→ Work to be completed
For the word "paths", count the lines of the listing that contain it and give only the count.

==========

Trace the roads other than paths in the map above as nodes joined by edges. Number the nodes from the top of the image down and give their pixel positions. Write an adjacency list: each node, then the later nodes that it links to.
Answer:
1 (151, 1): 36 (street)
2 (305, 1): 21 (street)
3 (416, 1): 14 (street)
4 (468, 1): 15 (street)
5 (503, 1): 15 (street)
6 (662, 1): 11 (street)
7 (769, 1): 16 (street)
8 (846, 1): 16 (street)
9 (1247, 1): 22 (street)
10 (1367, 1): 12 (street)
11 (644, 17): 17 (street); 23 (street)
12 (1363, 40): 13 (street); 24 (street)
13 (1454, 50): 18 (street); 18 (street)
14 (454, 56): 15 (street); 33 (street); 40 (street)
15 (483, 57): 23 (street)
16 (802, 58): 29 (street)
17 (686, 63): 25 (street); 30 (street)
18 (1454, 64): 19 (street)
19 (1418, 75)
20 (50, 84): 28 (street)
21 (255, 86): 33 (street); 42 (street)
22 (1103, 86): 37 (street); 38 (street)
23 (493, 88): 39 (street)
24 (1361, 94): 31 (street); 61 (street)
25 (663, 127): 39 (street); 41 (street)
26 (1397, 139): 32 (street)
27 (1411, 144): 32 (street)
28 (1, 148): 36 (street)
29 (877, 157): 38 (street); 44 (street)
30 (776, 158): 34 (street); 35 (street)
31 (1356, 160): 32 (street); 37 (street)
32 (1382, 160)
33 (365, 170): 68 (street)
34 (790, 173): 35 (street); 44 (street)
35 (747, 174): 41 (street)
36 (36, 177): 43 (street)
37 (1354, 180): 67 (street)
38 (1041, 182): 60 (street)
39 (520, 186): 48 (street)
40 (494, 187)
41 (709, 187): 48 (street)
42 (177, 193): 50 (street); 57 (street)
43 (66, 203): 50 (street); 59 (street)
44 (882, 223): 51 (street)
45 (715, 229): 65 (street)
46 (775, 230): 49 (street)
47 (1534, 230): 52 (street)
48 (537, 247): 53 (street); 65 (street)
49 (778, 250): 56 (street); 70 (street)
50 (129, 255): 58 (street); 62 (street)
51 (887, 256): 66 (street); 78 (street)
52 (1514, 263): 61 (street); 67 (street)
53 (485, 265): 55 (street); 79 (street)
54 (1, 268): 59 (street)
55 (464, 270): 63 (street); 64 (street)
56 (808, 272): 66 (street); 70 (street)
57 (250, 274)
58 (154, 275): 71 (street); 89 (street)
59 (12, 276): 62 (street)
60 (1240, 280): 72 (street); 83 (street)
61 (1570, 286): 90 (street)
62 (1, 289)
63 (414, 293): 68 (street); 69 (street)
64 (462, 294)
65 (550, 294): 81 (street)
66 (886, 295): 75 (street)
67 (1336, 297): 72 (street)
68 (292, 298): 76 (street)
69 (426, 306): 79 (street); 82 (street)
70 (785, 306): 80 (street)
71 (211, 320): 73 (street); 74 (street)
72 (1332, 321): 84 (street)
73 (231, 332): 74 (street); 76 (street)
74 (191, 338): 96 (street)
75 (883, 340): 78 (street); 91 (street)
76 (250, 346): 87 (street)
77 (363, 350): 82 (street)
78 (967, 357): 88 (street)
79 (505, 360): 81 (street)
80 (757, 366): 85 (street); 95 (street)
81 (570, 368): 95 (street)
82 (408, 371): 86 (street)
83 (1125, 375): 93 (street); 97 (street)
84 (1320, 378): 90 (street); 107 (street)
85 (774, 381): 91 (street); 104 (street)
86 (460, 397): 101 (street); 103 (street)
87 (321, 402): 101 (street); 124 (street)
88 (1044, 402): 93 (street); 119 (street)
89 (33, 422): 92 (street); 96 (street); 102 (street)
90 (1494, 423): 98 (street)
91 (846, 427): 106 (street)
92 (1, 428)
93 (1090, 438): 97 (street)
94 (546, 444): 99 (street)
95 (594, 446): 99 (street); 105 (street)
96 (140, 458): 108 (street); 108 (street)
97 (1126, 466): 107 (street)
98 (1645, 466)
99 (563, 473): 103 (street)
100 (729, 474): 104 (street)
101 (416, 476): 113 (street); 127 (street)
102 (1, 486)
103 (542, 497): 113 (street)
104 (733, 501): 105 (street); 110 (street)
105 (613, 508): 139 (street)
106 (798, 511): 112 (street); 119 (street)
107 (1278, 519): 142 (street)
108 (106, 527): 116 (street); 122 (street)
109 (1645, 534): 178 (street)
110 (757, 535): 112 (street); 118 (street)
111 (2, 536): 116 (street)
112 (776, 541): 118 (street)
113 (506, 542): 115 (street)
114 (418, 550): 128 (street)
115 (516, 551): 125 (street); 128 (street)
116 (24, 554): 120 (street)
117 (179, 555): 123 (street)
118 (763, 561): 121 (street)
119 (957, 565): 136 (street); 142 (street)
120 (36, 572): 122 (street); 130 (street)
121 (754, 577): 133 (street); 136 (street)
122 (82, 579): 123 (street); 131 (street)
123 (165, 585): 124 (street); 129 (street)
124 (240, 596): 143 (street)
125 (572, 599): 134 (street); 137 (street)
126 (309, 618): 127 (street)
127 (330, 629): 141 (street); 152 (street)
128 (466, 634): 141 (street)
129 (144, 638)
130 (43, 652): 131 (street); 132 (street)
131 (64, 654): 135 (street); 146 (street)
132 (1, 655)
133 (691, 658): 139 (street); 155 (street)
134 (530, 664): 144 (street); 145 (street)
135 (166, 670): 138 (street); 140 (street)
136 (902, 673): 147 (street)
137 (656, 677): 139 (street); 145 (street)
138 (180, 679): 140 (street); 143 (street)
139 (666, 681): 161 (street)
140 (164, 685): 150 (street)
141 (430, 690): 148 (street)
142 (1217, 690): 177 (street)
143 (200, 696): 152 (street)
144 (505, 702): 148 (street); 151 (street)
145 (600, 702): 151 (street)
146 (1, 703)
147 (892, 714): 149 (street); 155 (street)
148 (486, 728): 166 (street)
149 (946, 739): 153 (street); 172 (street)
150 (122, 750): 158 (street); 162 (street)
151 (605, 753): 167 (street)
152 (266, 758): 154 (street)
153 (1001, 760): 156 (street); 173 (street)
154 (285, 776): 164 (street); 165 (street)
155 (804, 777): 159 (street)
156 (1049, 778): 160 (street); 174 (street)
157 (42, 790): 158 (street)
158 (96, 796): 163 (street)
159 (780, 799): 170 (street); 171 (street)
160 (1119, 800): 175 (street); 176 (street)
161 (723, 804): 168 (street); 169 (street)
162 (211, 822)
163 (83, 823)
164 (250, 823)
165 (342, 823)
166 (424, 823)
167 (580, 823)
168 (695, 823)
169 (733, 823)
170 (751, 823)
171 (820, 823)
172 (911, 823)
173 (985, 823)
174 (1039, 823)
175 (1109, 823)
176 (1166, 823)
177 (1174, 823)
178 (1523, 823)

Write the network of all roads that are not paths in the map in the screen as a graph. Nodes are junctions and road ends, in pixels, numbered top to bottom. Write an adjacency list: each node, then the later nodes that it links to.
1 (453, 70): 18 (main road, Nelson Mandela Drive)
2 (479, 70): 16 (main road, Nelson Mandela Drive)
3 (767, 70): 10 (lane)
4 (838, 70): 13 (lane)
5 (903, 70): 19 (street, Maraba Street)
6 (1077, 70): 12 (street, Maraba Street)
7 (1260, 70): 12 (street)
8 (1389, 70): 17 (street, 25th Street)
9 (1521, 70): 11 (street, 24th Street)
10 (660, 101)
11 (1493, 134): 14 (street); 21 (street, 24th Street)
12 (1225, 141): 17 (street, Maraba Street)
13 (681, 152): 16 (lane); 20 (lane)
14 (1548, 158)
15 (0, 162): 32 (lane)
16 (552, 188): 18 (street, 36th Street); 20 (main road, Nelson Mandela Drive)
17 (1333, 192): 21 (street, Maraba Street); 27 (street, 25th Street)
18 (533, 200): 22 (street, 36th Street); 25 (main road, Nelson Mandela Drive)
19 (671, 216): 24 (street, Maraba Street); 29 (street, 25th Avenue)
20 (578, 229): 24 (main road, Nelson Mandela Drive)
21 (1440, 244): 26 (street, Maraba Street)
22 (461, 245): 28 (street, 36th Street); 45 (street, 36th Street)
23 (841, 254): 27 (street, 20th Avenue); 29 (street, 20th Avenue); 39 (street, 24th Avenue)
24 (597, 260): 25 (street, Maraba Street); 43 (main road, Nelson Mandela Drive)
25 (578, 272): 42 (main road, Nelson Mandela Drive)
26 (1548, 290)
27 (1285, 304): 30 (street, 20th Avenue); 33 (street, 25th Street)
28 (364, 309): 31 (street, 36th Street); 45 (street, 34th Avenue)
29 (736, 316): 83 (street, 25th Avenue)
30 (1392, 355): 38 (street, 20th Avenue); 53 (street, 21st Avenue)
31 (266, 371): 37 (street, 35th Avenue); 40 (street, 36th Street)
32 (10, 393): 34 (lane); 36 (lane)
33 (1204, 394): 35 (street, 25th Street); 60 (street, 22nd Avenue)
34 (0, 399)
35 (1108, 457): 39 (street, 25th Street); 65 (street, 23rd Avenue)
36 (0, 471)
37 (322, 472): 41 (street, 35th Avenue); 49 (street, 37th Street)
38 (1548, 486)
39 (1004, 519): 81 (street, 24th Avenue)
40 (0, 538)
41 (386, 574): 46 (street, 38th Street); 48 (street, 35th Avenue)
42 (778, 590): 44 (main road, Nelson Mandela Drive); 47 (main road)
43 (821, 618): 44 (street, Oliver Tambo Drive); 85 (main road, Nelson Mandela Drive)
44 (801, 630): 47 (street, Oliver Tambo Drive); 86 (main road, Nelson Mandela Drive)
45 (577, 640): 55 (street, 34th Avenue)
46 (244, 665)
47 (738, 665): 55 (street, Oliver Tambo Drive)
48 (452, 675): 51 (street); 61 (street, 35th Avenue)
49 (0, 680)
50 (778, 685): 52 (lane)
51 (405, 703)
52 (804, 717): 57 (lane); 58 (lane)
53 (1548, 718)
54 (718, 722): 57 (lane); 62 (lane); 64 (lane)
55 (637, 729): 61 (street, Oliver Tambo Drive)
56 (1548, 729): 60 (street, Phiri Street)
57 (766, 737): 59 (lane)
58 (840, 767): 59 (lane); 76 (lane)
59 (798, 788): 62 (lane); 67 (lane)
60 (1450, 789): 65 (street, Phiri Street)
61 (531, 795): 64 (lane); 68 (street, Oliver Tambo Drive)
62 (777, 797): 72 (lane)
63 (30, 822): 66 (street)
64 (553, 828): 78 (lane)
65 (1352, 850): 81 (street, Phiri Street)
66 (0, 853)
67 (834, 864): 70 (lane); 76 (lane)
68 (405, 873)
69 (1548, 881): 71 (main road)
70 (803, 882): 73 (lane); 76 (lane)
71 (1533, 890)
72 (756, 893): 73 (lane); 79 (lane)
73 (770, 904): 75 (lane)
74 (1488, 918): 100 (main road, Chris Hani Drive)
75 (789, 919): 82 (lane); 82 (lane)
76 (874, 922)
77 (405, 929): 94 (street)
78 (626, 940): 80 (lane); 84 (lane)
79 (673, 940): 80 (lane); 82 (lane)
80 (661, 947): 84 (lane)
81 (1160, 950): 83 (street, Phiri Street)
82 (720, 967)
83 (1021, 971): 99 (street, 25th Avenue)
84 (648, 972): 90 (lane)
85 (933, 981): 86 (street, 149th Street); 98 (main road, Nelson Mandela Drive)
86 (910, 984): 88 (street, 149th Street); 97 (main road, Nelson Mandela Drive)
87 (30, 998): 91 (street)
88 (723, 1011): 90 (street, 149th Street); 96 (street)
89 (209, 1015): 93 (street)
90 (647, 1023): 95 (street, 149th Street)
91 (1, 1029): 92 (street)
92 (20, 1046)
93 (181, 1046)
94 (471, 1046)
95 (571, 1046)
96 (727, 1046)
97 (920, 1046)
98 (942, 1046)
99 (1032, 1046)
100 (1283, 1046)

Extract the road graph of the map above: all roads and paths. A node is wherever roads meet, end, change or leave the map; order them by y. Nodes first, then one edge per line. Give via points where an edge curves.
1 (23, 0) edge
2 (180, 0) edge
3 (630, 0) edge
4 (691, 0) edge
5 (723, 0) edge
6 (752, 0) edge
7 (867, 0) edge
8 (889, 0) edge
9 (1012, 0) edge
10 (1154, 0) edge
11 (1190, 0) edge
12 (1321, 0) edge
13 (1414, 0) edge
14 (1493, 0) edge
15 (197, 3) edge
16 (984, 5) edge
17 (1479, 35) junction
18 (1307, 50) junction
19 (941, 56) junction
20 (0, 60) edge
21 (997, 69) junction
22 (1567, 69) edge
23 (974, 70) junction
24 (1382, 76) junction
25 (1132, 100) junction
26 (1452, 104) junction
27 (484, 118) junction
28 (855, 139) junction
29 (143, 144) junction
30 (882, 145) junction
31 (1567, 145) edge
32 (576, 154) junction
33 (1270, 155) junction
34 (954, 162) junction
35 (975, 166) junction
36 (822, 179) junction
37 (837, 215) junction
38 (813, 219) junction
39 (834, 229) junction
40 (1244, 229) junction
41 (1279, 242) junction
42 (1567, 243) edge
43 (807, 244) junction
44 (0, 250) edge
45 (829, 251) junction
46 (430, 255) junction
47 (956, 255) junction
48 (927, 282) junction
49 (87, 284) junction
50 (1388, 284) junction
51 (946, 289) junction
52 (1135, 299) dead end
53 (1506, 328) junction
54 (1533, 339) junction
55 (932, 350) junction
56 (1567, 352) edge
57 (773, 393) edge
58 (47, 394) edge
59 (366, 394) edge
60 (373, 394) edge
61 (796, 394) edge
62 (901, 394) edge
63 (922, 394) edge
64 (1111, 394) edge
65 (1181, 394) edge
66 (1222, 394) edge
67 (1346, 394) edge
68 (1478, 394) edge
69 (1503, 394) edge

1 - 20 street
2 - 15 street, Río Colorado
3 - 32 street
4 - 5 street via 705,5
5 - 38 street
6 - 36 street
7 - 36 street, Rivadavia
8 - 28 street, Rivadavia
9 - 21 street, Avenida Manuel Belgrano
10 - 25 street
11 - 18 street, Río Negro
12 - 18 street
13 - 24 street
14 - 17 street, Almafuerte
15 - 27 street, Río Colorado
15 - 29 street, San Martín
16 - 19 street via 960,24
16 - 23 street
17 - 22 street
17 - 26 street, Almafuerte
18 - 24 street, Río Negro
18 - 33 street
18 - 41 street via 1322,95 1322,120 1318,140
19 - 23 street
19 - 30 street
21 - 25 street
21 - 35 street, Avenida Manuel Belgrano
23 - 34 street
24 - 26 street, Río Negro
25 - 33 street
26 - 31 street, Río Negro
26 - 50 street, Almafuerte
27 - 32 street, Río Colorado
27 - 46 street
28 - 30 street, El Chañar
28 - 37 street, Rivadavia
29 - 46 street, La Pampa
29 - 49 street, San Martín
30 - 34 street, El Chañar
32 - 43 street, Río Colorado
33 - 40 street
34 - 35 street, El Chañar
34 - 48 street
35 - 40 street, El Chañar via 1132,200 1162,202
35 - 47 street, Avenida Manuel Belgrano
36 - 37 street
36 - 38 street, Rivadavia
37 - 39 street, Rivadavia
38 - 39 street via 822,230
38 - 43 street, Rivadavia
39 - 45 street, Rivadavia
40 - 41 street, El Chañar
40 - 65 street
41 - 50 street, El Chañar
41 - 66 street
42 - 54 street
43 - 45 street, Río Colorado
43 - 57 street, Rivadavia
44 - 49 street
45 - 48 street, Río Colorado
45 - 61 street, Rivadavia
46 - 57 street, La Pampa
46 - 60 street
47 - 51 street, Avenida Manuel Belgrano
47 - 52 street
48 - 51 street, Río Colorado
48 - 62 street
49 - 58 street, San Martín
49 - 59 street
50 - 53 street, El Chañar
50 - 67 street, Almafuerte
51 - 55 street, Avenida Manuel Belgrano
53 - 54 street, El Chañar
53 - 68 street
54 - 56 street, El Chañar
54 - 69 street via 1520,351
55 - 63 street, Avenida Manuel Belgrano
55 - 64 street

==========

→ Task solution
3